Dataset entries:
---

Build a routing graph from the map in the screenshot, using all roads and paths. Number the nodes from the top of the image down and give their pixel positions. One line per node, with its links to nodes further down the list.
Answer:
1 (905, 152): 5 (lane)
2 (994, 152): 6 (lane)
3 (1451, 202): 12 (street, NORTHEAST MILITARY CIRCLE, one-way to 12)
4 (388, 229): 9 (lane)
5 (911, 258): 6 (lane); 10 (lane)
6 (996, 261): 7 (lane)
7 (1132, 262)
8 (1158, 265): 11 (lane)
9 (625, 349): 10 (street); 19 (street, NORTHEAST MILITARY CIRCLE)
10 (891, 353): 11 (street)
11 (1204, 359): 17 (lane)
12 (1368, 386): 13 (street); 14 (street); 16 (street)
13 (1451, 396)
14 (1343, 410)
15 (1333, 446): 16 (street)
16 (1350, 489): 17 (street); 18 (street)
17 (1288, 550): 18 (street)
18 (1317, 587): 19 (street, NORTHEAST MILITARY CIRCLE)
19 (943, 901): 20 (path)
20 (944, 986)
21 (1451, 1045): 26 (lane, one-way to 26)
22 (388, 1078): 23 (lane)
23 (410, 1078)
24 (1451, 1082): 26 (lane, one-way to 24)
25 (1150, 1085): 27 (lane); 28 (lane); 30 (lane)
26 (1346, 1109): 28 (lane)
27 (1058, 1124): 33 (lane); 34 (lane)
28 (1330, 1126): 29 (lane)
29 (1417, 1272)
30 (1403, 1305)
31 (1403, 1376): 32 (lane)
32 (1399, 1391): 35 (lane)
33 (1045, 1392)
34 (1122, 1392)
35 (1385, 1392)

---

AIM OF THE EXERCISE: Only the lines above that hold "CIRCLE" are wanted. Show every one of them.

OUTPUT OF THE TASK:
3 (1451, 202): 12 (street, NORTHEAST MILITARY CIRCLE, one-way to 12)
9 (625, 349): 10 (street); 19 (street, NORTHEAST MILITARY CIRCLE)
18 (1317, 587): 19 (street, NORTHEAST MILITARY CIRCLE)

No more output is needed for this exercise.